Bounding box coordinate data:

<<<<

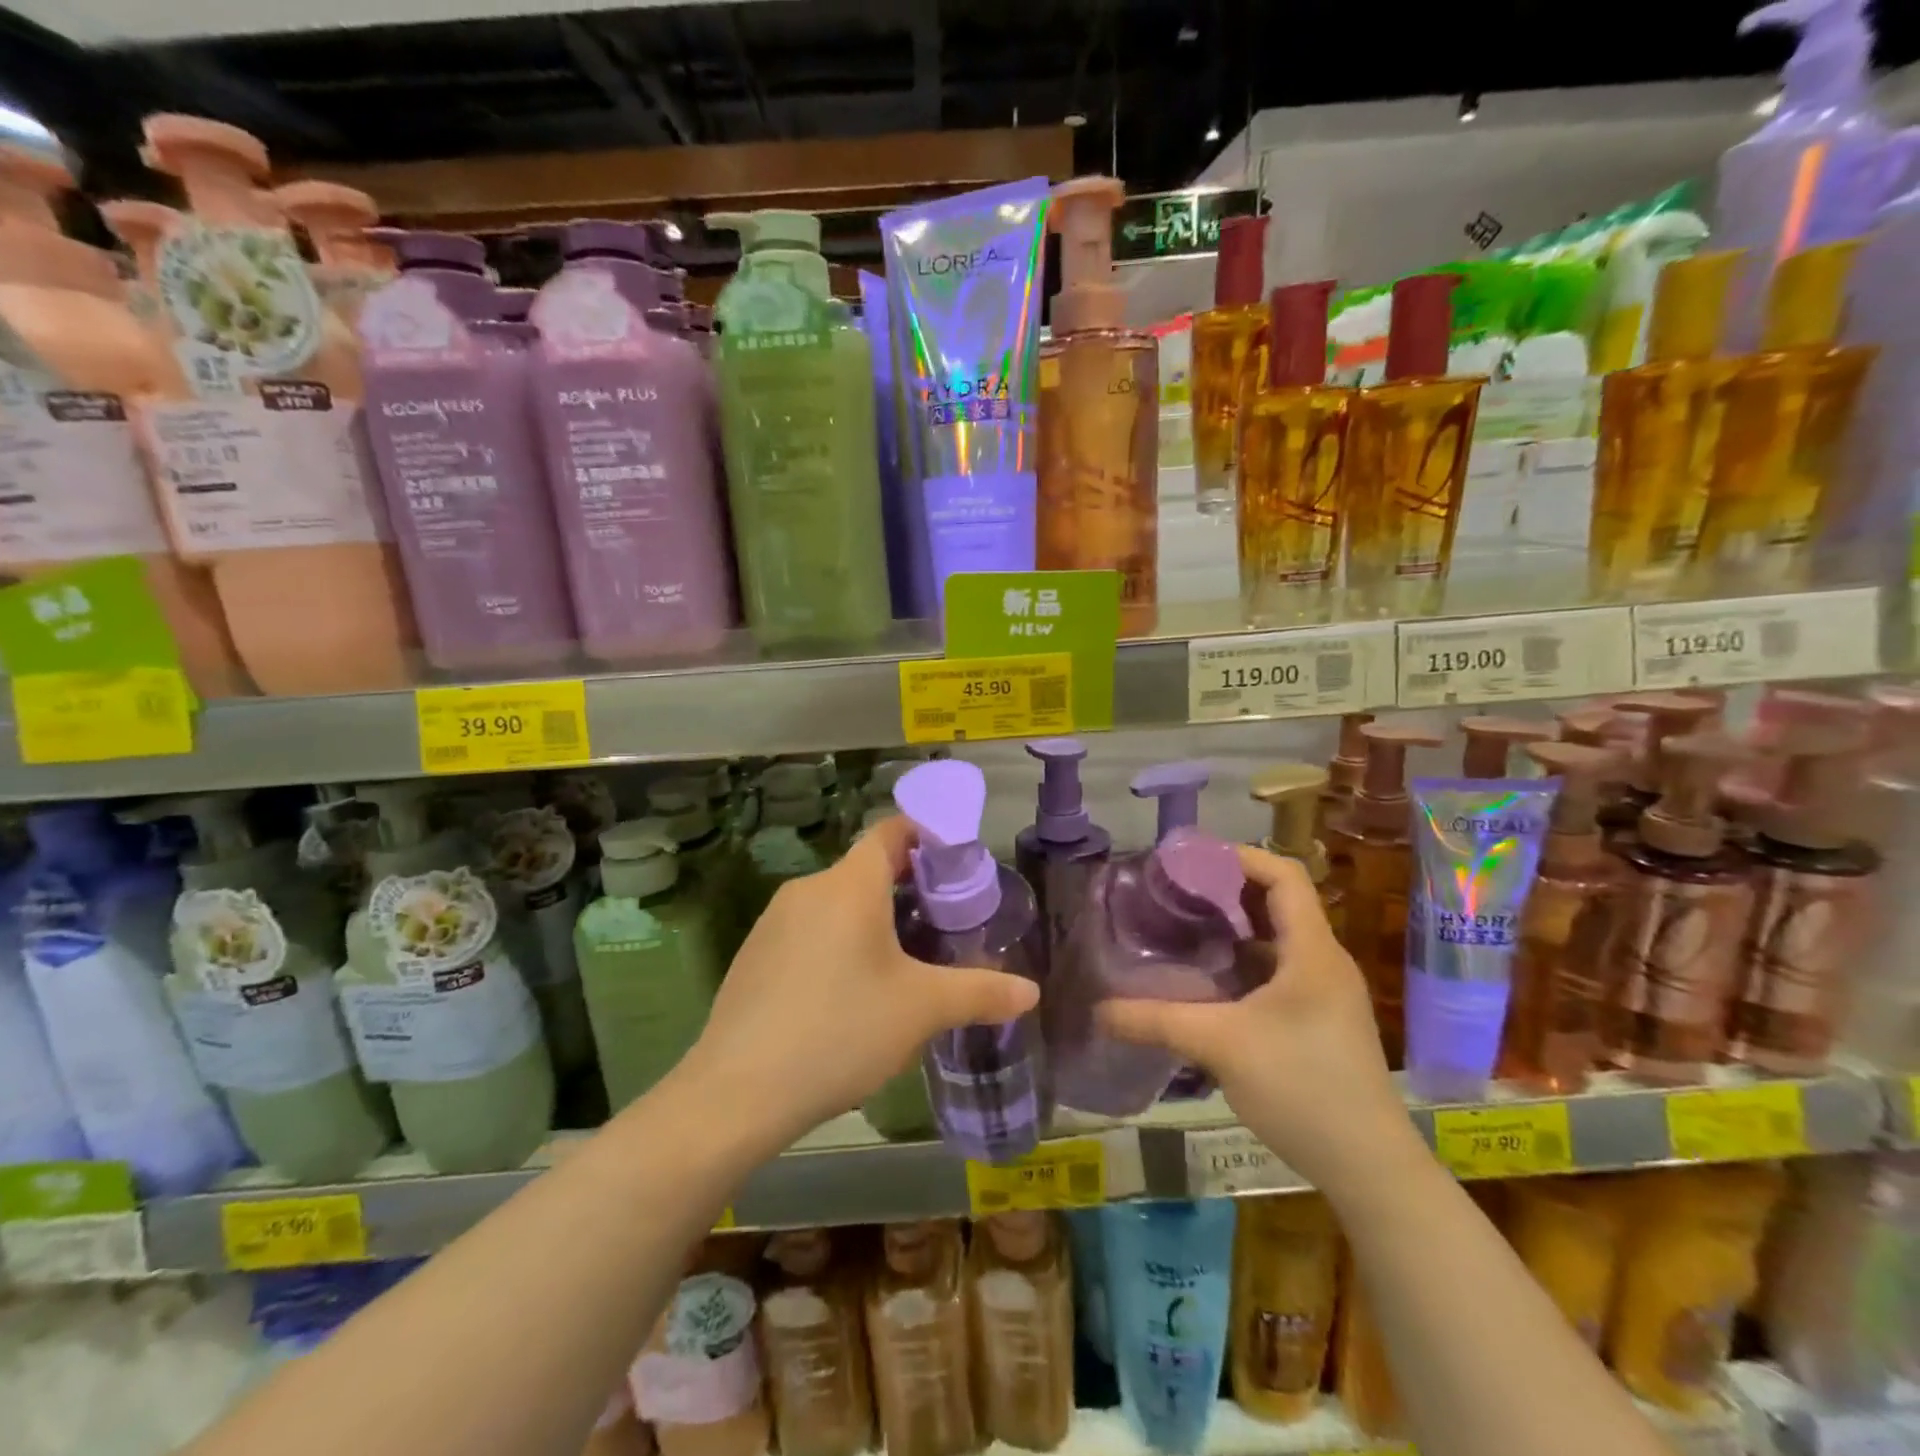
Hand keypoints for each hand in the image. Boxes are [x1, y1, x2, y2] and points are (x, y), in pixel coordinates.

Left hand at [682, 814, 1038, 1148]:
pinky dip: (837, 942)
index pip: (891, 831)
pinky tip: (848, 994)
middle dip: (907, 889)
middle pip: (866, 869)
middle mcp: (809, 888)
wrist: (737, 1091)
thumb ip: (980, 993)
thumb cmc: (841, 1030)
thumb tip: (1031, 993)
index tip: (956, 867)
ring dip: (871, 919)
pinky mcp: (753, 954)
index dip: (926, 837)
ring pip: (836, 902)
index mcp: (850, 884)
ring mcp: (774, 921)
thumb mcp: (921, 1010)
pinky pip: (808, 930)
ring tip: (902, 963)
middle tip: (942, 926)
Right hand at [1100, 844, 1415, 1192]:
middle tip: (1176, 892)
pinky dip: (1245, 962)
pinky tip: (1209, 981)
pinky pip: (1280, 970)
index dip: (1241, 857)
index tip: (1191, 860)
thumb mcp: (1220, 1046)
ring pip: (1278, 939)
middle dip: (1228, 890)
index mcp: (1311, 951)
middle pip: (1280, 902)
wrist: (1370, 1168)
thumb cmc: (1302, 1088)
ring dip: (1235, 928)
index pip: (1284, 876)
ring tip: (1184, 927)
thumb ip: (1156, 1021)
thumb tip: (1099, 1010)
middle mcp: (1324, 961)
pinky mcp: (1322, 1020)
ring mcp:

>>>>

**EXERCISE DIRECTIONS**: When a line contains the string "middle", copy it from the records.

**RESULT OF THE TASK**:
middle dip: (907, 889)
middle pip: (866, 869)
middle mcp: (809, 888)
middle tip: (942, 926)
middle tip: (1176, 892)
middle dip: (1228, 890)
middle pip: (1280, 902)
middle mcp: (1324, 961)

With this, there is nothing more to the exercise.